Race, Religion and Rationality

As seen in The Boar, University of Warwick’s student newspaper:

‘I am the prisoner of hope’ were the words spoken by Rev Reeves, founder of the Soul of Europe initiative, as he discussed how difficult it is to break down deep rooted barriers of faith and race in Eastern Europe. Listening to his missionary work in Bosnia and Serbia gave me deep reservations about the ability of human beings to respond to peace, when peace itself is considered a dirty word.
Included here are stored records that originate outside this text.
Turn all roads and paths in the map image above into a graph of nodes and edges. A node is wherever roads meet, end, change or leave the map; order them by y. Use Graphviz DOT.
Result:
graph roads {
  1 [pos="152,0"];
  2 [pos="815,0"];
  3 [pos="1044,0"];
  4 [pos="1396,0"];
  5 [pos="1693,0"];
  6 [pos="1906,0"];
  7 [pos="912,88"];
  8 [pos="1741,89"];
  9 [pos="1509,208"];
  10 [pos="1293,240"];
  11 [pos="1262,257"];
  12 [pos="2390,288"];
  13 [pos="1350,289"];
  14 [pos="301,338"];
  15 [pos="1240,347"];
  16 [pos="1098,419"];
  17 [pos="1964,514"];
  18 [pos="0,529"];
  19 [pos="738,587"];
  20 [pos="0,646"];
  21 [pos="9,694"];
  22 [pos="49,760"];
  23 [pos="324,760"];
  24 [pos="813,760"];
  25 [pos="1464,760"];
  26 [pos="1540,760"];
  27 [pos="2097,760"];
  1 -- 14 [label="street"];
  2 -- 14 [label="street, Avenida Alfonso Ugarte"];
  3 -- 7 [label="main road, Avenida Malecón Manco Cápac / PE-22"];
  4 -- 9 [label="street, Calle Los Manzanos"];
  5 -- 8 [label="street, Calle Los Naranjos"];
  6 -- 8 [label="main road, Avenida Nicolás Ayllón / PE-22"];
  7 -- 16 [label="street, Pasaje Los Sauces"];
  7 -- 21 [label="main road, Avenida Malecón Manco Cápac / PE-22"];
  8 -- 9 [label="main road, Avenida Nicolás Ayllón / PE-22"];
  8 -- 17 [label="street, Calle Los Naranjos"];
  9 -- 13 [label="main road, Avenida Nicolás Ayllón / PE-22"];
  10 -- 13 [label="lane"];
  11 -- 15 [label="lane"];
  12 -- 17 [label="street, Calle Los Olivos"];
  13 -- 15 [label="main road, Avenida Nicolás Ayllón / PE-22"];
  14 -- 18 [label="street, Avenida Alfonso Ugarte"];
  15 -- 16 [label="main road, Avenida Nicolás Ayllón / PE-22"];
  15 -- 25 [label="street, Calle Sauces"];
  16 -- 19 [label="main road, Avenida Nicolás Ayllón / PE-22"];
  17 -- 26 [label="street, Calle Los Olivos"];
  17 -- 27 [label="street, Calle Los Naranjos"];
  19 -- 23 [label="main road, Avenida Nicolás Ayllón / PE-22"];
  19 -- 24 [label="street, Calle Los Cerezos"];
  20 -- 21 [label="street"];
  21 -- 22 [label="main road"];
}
The discussion, run by the inimitable One World Week Forum team, was one of the most intellectually stimulating two hours of my time at Warwick. There was no room for rhetoric or dogma in the packed out Woods-Scawen Room of the Arts Centre, as each speaker eloquently gave a unique and intellectual take on the topic. One of my personal highlights was the presentation by Hull PhD student, Zhaleh Boyd, who discussed the ever present danger of slavery or trafficking in our society.

She commented: ‘The existence of slavery is dependent on the process of constructing otherness – the use of these differences allow certain minorities to have power over others.’ Her conclusion reflected the fact that race and religion were tools to differentiate individuals from their common values, and to focus on obscure, physical details in order to manipulate them. It was a frightening thought. The fact that someone’s name, skin colour, strength, place of birth, sex could be used to dehumanise them, and it is even more frightening that in some societies it is more commonplace than we think.

The most interesting aspect of the debate for me was the idea that religion and rationality could be used in the same sentence. It has been clear to me, especially living in a secular society, that those who have religious or spiritual beliefs are deemed to be irrational. It was refreshing to sit in a room with academics that could see the merit or religion in a world that seems to be constantly fighting it.

There is rationality in race and religion even if we choose to ignore it. Our very own chaplain, Rev Dr Alistair Kirk said: ‘The world is a religious place’ and we cannot continue to undermine this fact. We have to learn to embrace the fact that religion and race continue to do good in parts of the world that we have no contact with, with work that is funded on pittance and beans. Where only faith endures.

Even from the prosperity of One World Week itself, we can see that diversity is celebrated and promoted at a multicultural university. It is now time that our attitudes shifted towards maintaining these attitudes throughout the year. This is the legacy the co-ordinators hope to create.